Consolidated net revenues for the year ended December 31, 2011, decreased approximately $2.4 million or 4.9% from the same period of 2010, primarily because an OEM customer lost one of its largest national customers, as previously reported above and in the Company’s quarterly reports on FORM 10-Q.  The QBF subsidiary net revenues increased approximately $1.5 million or 35.4%, as this subsidiary continues to see increased activity from its Freightliner program and, will see continued growth in 2012.  The Company’s Powin Energy subsidiary, as reported above, in the fourth quarter of 2011 began to show sales activity and being recognized in the renewable energy markets and continued growth opportunities are discussed further under Year 2012 Outlook below.  The Powin DC subsidiary net revenues are down approximately $175 thousand dollars or 31%, primarily due to the OEM sales being down and this subsidiary provided warehousing services to the sales OEM customer that lost a major national customer.  The MACO Furniture subsidiary net revenues decreased approximately $134 thousand or 31.4% and this subsidiary continues to struggle with its sales and marketing program.  The Company’s other subsidiaries Mexico, CPP, Gladiator and Realforce Joint Venture are still in their start-up showing little or no net revenues.
 
Consolidated cost of sales, decreased approximately $1.8 million or 4.3% for the year ended December 31, 2011, when compared with the same period of 2010, which would be expected because of consolidated net revenues being down as reported above.  As a percent of sales, cost of sales are 88.2% for the year ended December 31, 2011, compared to 87.7% for the same period in 2010.  The increase comes primarily from the QBF subsidiary due to its manufacturing inefficiencies and recording a charge of approximately $153 thousand for obsolete inventories.  The Company is aggressively updating QBF’s manufacturing equipment, reviewing all costing methods and procedures to correct this subsidiary’s gross margins.
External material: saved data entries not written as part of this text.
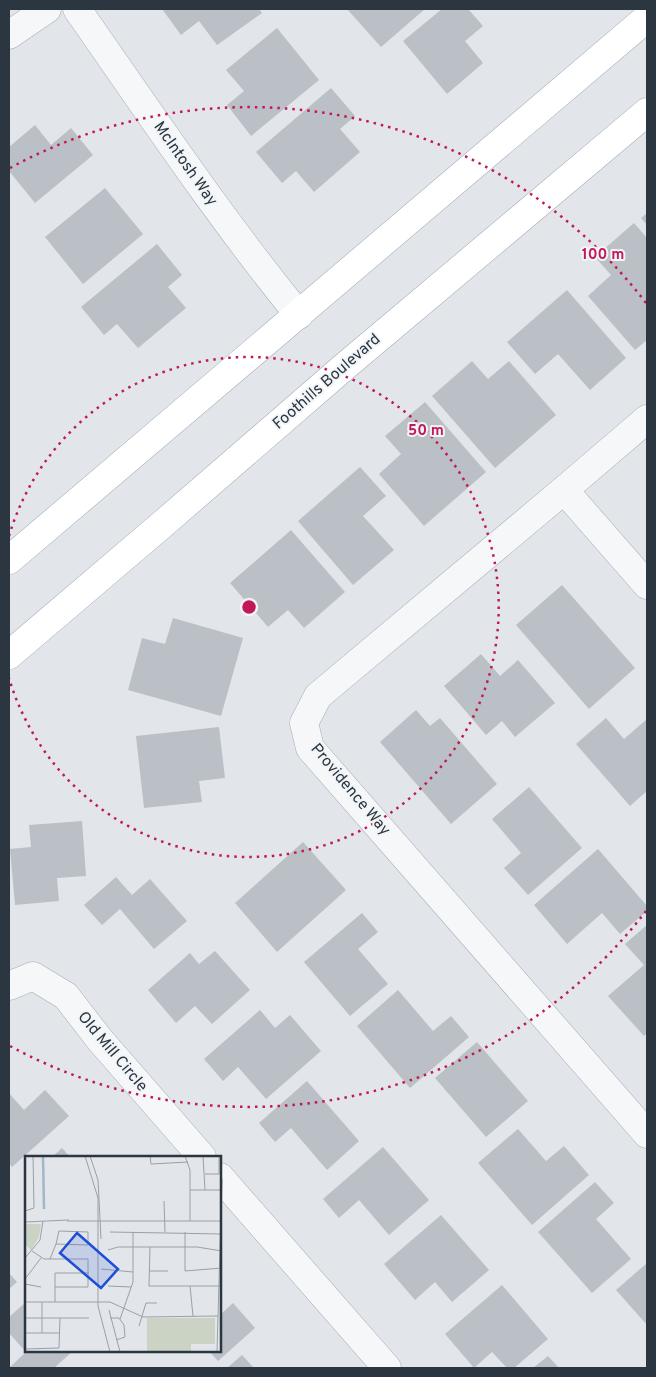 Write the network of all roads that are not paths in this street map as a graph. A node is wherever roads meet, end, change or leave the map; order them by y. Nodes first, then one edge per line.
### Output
1 (47, 9) edge
2 (77, 9) edge
3 (647, 18) edge
4 (9, 35) edge
5 (647, 112) edge
6 (299, 315) junction
7 (647, 419) edge
8 (564, 490) junction
9 (9, 560) edge
10 (647, 585) edge
11 (9, 655) edge
12 (9, 986) edge
13 (647, 1134) edge
14 (201, 1156) edge
15 (221, 1178) edge
16 (387, 1368) edge

1 - 4 street
2 - 6 street, McIntosh Way
3 - 6 main road
5 - 11 main road, Foothills Boulevard
6 - 9 main road
7 - 8 street, Providence Way
8 - 10 street
8 - 13 street, Providence Way
12 - 14 street, Old Mill Circle
15 - 16 street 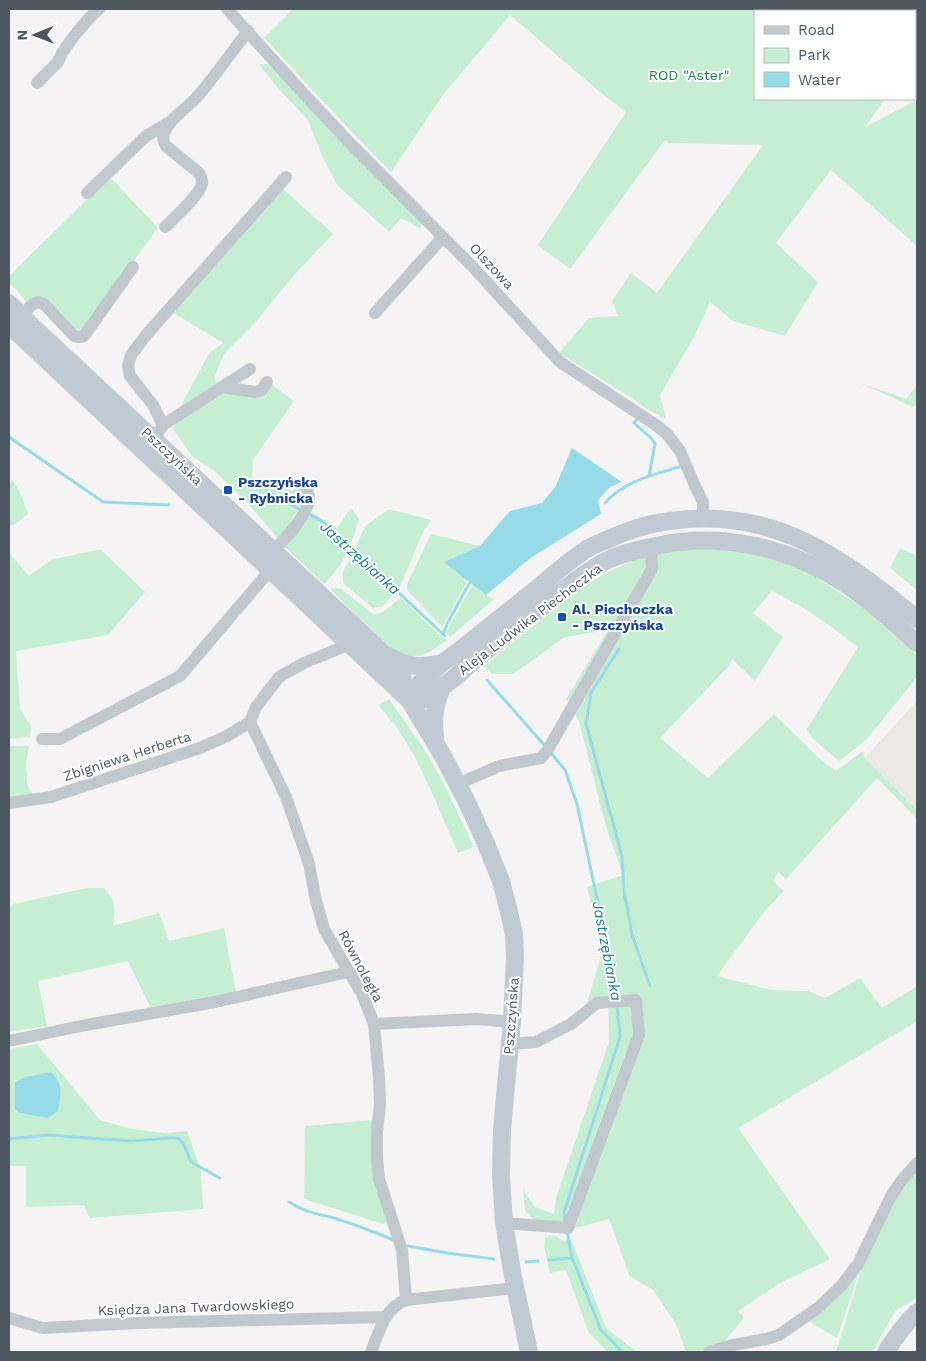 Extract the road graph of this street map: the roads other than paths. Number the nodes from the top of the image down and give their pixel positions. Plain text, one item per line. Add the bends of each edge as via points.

Consolidated gross profits decreased approximately $522 thousand or 8.7% when compared to the same period of 2010, and due primarily to the QBF subsidiary as reported above but, also the lost margin due to lost sales from the OEM subsidiary as reported above.

Consolidated operating expenses for the year ended December 31, 2011, increased approximately $813 thousand or 18.4% over the same period of 2010, primarily due to personnel increases and operating costs to support the Company’s start-up subsidiaries Mexico, CPP, Gladiator and Powin Energy.  However, consolidated operating expenses would have been higher but management decided to reverse 2011 accrued bonus expense saving the Company approximately $633 thousand.  The following table is reflective of the changes in operating expenses in dollars and percent of change for the year ended December 31, 2011 and 2010, respectively.
 
     
2011
   
2010
   
Change
   
% Change
   
 
Salaries & Related
  $ 2,769,725     $ 2,644,859     $ 124,866       4.7 %  
 
Advertising
    145,805       64,952       80,853       124.5 %  
 
Professional Services
    1,065,972       837,712       228,260       27.2 %  
 
All Other
    1,242,268       863,085       379,183       43.9 %  
 
   TOTAL
  $ 5,223,770     $ 4,410,608     $ 813,162       18.4 %  

For the year ended December 31, 2011, the Company had net loss of approximately $4.4 thousand, had positive cash flows from operations of approximately $240 thousand, compared to net income of approximately $1.0 million and positive cash flows from operations of approximately $3.0 million for the same period of 2010.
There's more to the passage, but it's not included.